Yes, probably. It's all very hackish, and if it's not helping much, a cleaner and well-performaning replacement is welcome.
CREATE TABLE site_stats ( ss_row_id int(8) unsigned NOT NULL default '0', ss_total_views bigint(20) unsigned default '0', ss_total_edits bigint(20) unsigned default '0', ss_good_articles bigint(20) unsigned default '0', UNIQUE KEY ss_row_id (ss_row_id) ) TYPE=MyISAM;
- What is ss_row_id and ss_good_articles? How does this table work?
Does it contain stats for each article? Shouldn't that go in the table that already contains the info for an article? That would lessen the number of SQL updates, collapsing two UPDATE statements into one.
This contains a single row for the whole database. The good articles count is generated by faulty math anyway, though.
CREATE TABLE user ( user_id int(5) unsigned NOT NULL auto_increment, user_name varchar(255) binary NOT NULL default '', user_rights tinyblob NOT NULL, user_password tinyblob NOT NULL, user_newpassword tinyblob NOT NULL, user_email tinytext NOT NULL, user_options blob NOT NULL, user_watch mediumblob NOT NULL, user_newtalk tinyint(1) unsigned NOT NULL default '1', UNIQUE KEY user_id (user_id), KEY user_name (user_name(10)) ) TYPE=MyISAM PACK_KEYS=1;
- Does user_rights correspond to ar_flags?
No. user_rights is a comma-separated list of priveledges. Currently the only ones defined are 'sysop' and 'developer', so possible values are: '' (normal users) 'sysop' ("sysops" or "administrators") 'sysop,developer' ("developers")
- What is "newpassword" for?
If you click 'e-mail me a new password', a new password is generated and stored in this field. Then, you can log in either with this new temporary password (in which case it becomes your regular password until you manually change it) or with your current password.

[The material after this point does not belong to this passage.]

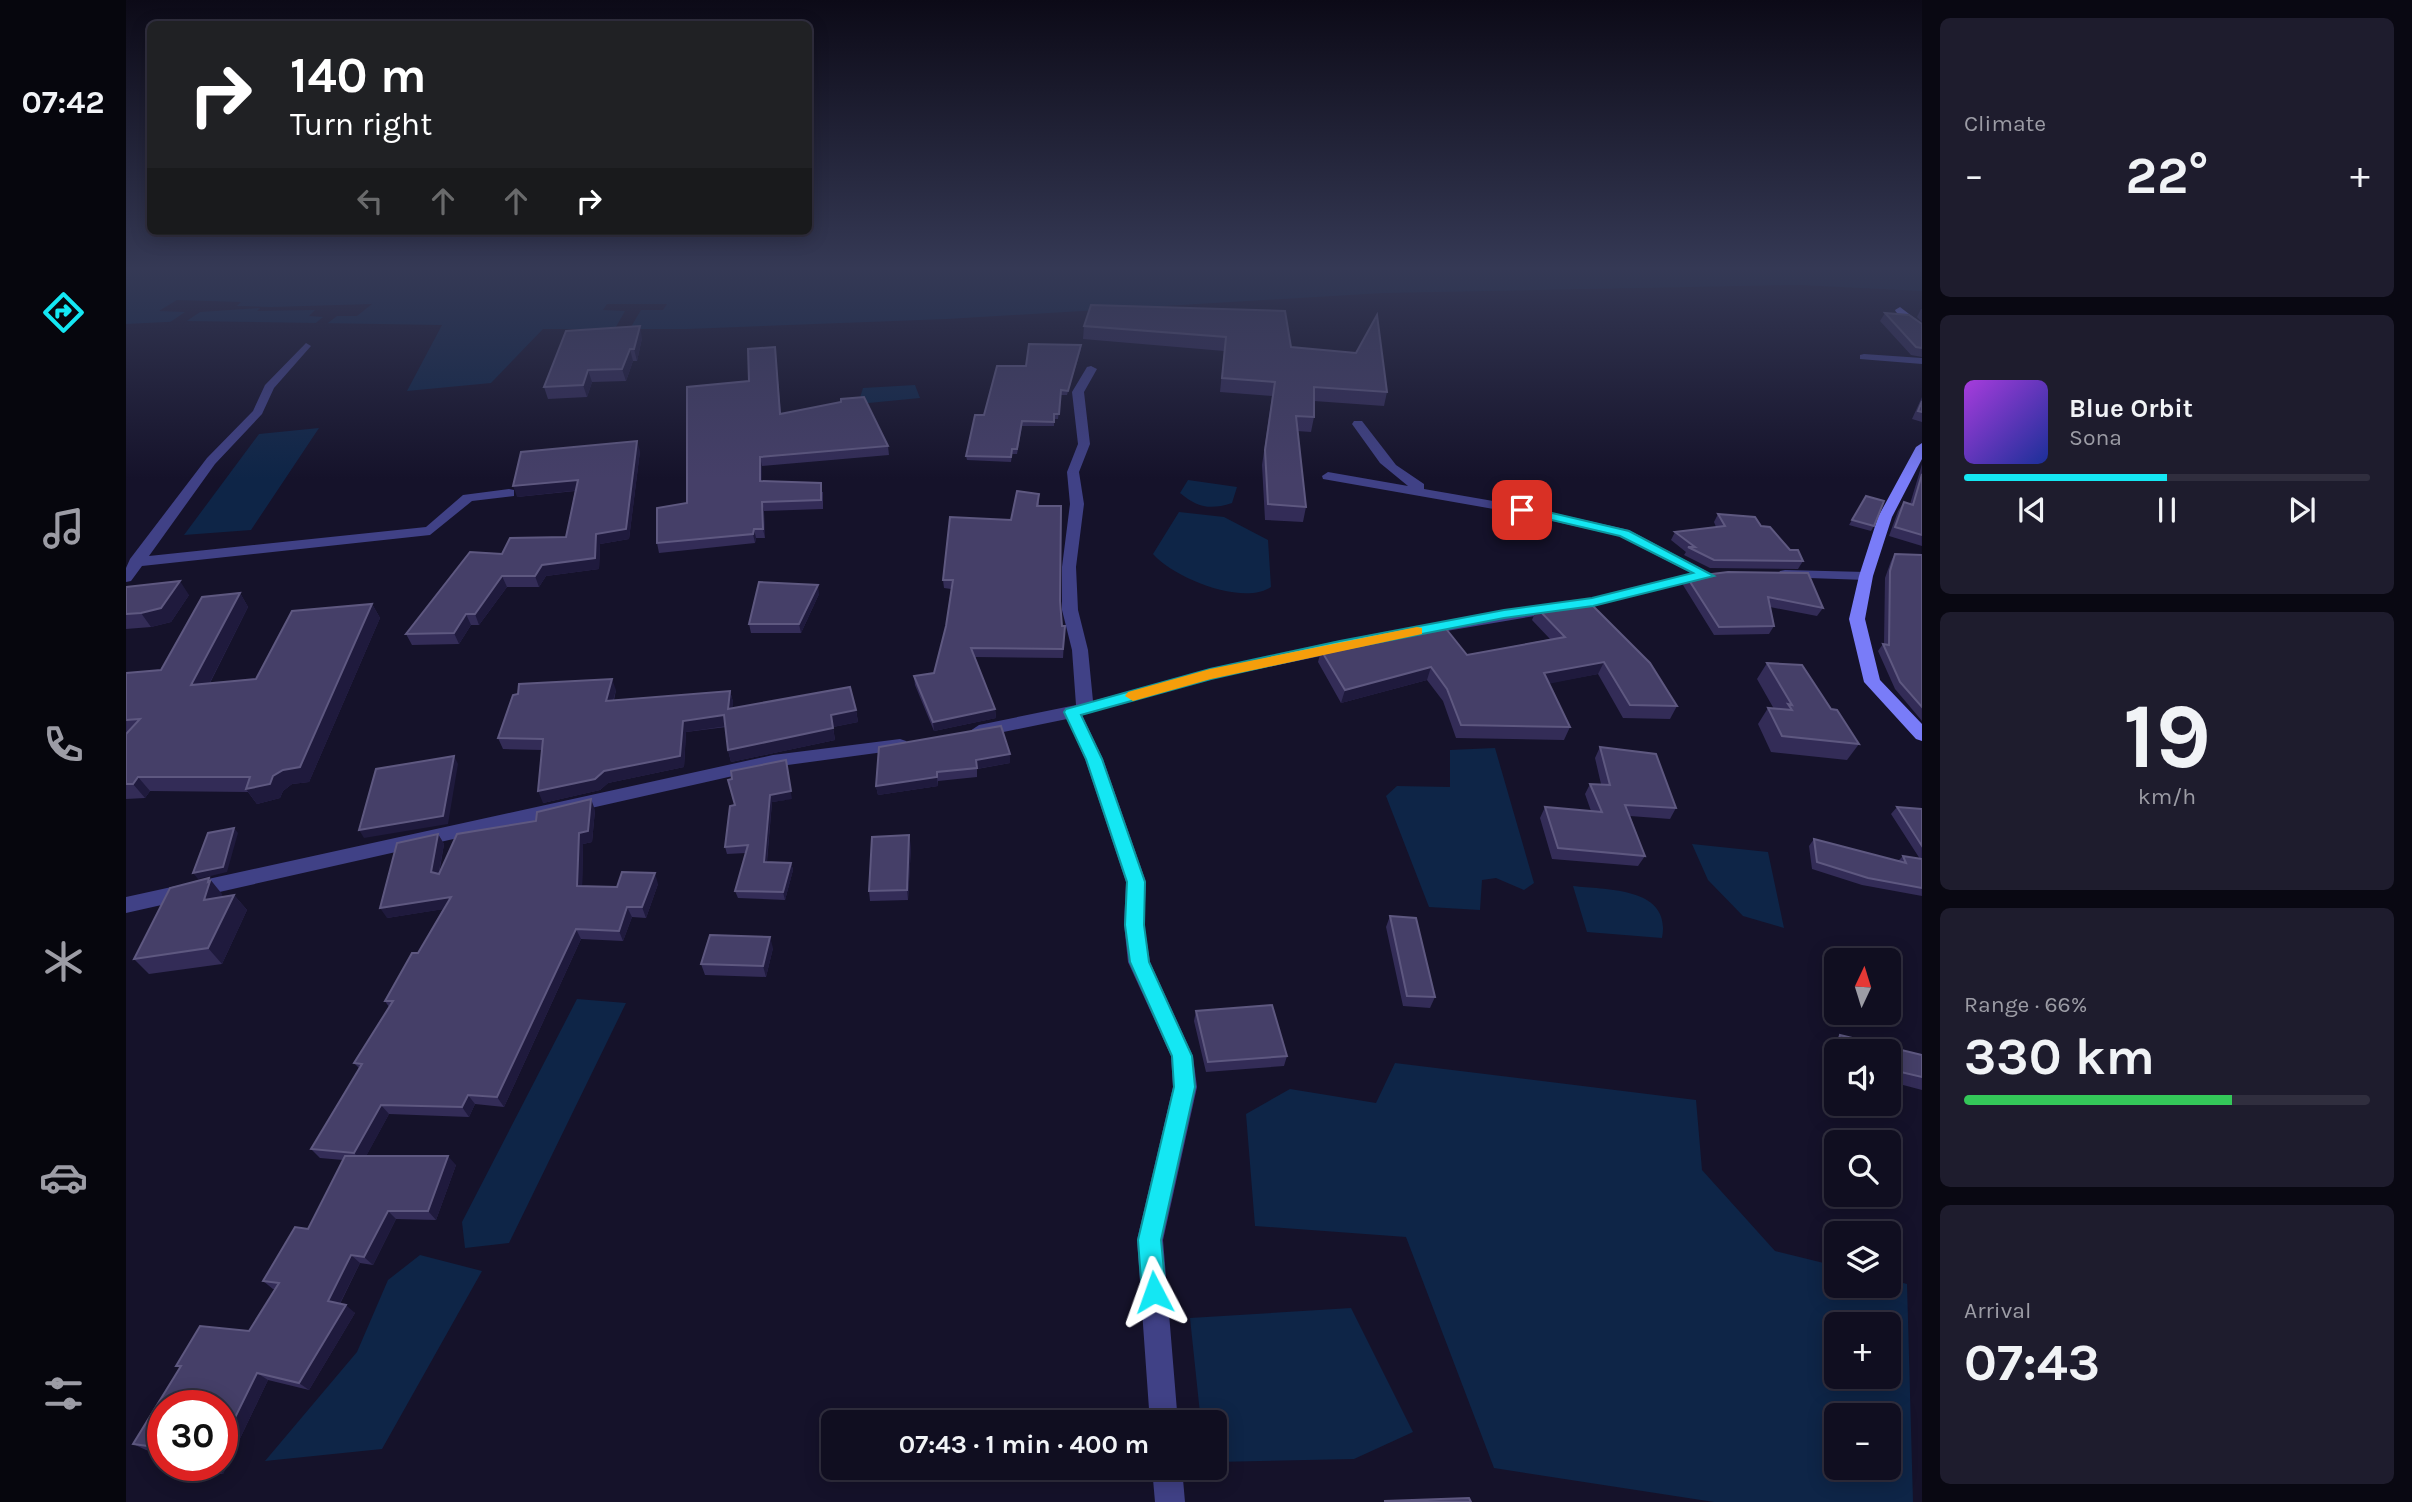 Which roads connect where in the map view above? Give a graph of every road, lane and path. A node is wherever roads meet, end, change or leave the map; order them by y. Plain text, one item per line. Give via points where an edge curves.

This prevents you from having your account locked out if you accidentally (or someone else maliciously) clicks the button with your user name given, but you don't intend to use (or can't get it) it.
- Are all the "options" really necessary?
Yes?
- It might be the SQL way to make a "watchlist" table, where each row
contains a user id, and an article id. Or maybe this would be useless in a database that doesn't have subqueries.
Could do.
- What is the user_newtalk field?
Set to 1 if your user talk page is edited, sets that annoying asterisk in the corner of your screen that doesn't get cleared till you look at the darn page.
-- brion vibber (brion @ pobox.com)
On Sat, Nov 16, 2002 at 01:28:31AM -0800, Brion Vibber wrote:
- Why is a broken link table necessary? Couldn't it be sufficient to
do a query to find out which links are broken? Or is this another "we have no subqueries" issue?
I believe the primary use of the brokenlinks table is for generating the 'most wanted' list.
All articles have ID numbers; that's cur_id in the cur table. bl_from and l_to reference cur_id numbers. Articles that don't exist don't have cur_id numbers of course, so cannot be referenced by id, but only by title.
What if there were no "broken links", only articles that had no text? ie, the text field would be NULL? And we could do with a single "links" table by collapsing article and image links together. And one could find the "dangling links" simply by searching for those articles with the text property set to NULL. The following query would do the trick:
SELECT * from cur where cur_text = NULL;
The current solution is more or less like that for the articles tables. There's 'image' ~= 'cur' and 'oldimage' ~= 'old'. Uploading a file with the same name as an existing one is considered creating a new revision of the same file; the old one is pushed back into the old list, and the new one put in the current place.
Hm. Maybe images could be collapsed into the "cur" table too.
The primary use of the links table is to generate the 'Whatlinkshere' listing. No subqueries, and we need the titles to list the links, not the id numbers.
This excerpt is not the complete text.